Administration and reporting

CELPIP-General is delivered in person at the computer stations of Paragon test centers. All participants start and complete the test at roughly the same time and complete the test in one sitting.

Test takers can access their score report online in 4 to 5 calendar days. Test takers can also apply for a re-evaluation of some or all sections of the test within 6 months of the test date. The score report is a brief one-page document that indicates the test taker’s personal information, test information, and CELPIP levels for each section.

Test components

The CELPIP Test Review Report I (Paragon Testing Enterprises, 2021) provides an overview of the structure of CELPIP-General (see Figure 1). In addition to operational items, every test administration includes a number of non-scored items to assist with ongoing content development and validation.

Figure 1.

Structure of CELPIP-General.

Listening

The Listening section of the test is about 50 minutes long, with six different audio or video tasks. The tasks include, for example, listening to daily life conversations, news items, or discussions. These are divided into shorter sections of less than a minute played only once followed by one or more four-option multiple-choice questions. The response options are written but the prompt for each item is only provided orally once. The test taker cannot review questions before hearing the recordings. The recordings that we listened to are generally slower than authentic speech, with few fillers, with exceptionally clear pronunciation and slightly exaggerated intonation. The discussions are slightly faster and more authentic than the other tasks, with occasional pauses, fillers, and false starts, but they still have a scripted feel. Here is an example of the beginning of a conversation in Practice Test A (Paragon Testing Enterprises, 2022a):

MAN:

Hi. Thanks for coming to Mattress and Bedding World. How may I help you?

WOMAN:

Hi! I’d like to buy a set of pillows.

Sometimes recordings are accompanied by pictures, which represent the context of the recording but do not provide information to help answer the questions. As observed in the Reading section (see below), the questions appear to tap into a relatively varied set of subskills, from listening for details to determining the main idea to making inferences.

Reading

The Reading section lasts about 55 minutes, with four texts of about 10 minutes each plus time for instructions and transitions. The texts range from everyday practical documents like diagrams and schedules with visual support to correspondence, journalistic pieces, and quasi-academic texts (the practice test described interesting scientific facts about dragonflies.) The longest text in this section was under 400 words.

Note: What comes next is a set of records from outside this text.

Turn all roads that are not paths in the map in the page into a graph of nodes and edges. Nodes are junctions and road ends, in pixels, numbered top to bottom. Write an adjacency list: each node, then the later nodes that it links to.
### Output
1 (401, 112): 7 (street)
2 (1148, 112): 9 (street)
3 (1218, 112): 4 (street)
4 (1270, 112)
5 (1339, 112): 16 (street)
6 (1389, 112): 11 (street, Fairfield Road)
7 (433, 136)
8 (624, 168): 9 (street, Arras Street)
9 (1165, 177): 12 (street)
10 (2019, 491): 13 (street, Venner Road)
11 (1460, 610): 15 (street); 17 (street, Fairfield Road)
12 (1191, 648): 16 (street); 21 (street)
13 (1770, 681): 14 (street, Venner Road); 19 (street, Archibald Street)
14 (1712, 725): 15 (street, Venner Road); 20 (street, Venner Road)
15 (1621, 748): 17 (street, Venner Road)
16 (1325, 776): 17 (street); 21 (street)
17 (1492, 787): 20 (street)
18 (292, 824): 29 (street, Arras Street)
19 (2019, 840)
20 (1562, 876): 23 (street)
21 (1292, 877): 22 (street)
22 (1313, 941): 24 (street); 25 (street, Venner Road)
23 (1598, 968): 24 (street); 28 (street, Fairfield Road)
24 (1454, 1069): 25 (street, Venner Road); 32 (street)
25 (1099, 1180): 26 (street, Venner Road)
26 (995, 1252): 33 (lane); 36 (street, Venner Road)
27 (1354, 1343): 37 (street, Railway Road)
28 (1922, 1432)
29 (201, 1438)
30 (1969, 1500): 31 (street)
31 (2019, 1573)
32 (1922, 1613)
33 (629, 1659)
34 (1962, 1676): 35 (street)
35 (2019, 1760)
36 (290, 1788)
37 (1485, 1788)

As with the Listening section, the navigation for the Reading section did not present difficulties and included a short familiarization question before beginning. The texts are presented on the left and the questions on the right, with a scrolling feature to keep everything on the same page and a timer in the corner to help with time management for each text.

Writing

The Writing section consists of two tasks of 150 to 200 words each. This section is designed to last 53 minutes, divided roughly in half between the two tasks. The first task is similar to the first writing task of the IELTS General, except it is called an email instead of a letter. The second task consists of responding to a one-question survey followed by a justification of the response. Notably, in addition to a word counter, the CELPIP-General Writing section also has a spell-check function.

Speaking

The last section in the test is Speaking, which lasts about 20 minutes. It has eight monologic tasks where test takers record their responses, each lasting from 60 to 90 seconds. Tasks include describing pictures, giving advice, expressing opinions, and making difficult decisions. Before each task, test takers are given a practice question and preparation time before speaking. There is a countdown timer function in the speaking test that may help the test takers feel more in control of their time. However, further research is needed to examine how the countdown function may influence test takers’ behaviors or performance. Please refer to practice tests A and B on the CELPIP website for more detailed information on listening, reading, writing, and speaking (Paragon Testing Enterprises, 2022a, 2022b).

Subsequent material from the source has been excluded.